What needs to be done> Check every line of the entries for "links", and copy the lines that hold it.

Provided records>

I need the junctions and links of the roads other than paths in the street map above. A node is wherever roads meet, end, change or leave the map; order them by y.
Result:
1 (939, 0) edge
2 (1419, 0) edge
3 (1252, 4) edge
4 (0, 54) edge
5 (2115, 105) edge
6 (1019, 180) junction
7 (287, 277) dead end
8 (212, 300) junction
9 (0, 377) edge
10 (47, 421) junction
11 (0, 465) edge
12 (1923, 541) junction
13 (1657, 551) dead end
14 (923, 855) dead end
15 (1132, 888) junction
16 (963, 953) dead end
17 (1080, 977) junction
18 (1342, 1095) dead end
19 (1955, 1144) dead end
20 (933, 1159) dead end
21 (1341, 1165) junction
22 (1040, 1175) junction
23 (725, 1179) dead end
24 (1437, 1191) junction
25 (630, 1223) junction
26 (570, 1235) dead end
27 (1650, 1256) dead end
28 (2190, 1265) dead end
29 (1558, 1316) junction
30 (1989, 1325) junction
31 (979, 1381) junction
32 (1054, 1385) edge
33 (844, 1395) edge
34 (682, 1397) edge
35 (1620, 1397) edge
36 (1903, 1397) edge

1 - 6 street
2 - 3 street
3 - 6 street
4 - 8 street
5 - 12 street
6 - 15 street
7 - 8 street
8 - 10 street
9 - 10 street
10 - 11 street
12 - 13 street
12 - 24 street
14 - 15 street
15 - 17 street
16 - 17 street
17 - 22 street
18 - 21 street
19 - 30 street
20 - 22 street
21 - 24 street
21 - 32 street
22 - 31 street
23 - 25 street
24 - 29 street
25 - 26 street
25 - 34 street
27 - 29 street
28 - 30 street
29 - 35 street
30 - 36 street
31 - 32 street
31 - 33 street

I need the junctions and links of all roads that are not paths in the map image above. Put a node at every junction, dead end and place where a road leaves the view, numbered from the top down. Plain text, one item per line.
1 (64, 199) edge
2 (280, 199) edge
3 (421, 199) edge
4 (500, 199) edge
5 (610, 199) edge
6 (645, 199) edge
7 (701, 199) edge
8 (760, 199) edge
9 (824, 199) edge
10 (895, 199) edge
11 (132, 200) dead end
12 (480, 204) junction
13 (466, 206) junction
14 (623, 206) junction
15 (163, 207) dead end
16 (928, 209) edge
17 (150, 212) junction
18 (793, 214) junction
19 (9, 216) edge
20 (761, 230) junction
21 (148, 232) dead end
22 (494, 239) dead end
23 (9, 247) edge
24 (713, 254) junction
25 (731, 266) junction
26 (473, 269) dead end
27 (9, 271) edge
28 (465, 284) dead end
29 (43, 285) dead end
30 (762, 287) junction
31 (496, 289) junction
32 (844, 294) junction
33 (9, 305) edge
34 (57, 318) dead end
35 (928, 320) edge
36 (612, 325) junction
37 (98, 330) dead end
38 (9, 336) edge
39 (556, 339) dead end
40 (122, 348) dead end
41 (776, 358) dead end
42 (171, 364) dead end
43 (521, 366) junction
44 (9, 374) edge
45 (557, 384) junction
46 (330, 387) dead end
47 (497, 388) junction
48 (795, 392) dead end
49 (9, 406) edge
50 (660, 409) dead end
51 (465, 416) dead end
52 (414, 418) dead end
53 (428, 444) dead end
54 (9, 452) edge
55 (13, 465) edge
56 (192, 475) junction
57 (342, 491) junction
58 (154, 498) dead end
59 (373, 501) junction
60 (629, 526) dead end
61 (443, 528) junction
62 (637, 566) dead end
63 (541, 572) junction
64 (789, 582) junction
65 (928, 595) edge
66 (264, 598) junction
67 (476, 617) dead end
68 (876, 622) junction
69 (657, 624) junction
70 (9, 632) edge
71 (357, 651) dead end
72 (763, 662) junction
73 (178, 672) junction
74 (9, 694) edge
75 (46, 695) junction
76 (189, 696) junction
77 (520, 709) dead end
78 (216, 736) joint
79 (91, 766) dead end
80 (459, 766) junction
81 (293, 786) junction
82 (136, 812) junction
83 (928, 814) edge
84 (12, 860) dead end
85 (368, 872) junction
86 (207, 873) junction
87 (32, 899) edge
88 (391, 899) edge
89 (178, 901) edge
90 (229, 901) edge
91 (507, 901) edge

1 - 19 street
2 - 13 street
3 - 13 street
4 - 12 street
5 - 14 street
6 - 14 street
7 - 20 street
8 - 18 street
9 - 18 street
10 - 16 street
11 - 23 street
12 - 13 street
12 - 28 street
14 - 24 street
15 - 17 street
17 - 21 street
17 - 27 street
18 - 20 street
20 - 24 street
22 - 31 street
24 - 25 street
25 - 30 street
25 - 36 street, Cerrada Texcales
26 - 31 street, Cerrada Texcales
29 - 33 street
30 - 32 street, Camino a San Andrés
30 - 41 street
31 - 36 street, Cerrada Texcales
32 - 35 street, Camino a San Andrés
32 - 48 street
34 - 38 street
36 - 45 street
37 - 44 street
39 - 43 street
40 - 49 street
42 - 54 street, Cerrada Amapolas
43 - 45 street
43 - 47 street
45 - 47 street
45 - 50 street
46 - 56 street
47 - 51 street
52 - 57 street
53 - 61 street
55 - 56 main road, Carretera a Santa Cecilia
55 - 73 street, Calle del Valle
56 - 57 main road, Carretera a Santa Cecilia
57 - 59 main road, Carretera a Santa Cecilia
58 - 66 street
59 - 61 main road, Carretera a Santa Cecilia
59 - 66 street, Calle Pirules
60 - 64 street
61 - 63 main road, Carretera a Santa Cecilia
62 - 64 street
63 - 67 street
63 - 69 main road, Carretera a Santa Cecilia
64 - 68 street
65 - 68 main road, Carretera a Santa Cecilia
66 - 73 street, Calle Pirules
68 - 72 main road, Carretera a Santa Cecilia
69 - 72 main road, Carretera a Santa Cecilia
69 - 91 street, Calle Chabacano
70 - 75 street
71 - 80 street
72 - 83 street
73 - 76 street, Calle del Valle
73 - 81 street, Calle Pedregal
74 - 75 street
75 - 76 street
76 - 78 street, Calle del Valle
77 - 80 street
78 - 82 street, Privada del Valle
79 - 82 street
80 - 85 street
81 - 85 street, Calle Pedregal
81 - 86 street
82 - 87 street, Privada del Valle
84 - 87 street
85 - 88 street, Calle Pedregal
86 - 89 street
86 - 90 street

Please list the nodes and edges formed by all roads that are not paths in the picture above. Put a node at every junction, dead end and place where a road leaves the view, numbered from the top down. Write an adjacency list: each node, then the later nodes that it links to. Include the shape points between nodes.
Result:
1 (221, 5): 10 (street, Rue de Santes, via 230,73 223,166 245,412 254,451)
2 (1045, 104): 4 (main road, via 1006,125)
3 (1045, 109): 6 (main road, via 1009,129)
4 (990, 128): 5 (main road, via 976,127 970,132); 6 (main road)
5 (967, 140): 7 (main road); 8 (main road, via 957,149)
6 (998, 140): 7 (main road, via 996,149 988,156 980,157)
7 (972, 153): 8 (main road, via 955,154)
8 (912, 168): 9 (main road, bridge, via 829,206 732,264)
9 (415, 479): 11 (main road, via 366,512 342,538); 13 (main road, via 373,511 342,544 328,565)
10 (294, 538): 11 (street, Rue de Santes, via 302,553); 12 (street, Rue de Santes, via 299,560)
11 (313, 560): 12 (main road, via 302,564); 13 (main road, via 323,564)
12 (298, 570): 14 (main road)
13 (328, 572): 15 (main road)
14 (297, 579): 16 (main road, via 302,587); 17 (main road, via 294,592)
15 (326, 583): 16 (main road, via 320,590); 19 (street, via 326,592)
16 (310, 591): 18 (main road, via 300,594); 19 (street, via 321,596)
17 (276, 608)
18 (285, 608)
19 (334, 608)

Answer for this exercise>
I need the junctions and links of the roads other than paths in the street map above. A node is wherever roads meet, end, change or leave the map; order them by y.
I need the junctions and links of all roads that are not paths in the map image above. Put a node at every junction, dead end and place where a road leaves the view, numbered from the top down. Plain text, one item per line.
Please list the nodes and edges formed by all roads that are not paths in the picture above. Put a node at every junction, dead end and place where a road leaves the view, numbered from the top down. Write an adjacency list: each node, then the later nodes that it links to. Include the shape points between nodes.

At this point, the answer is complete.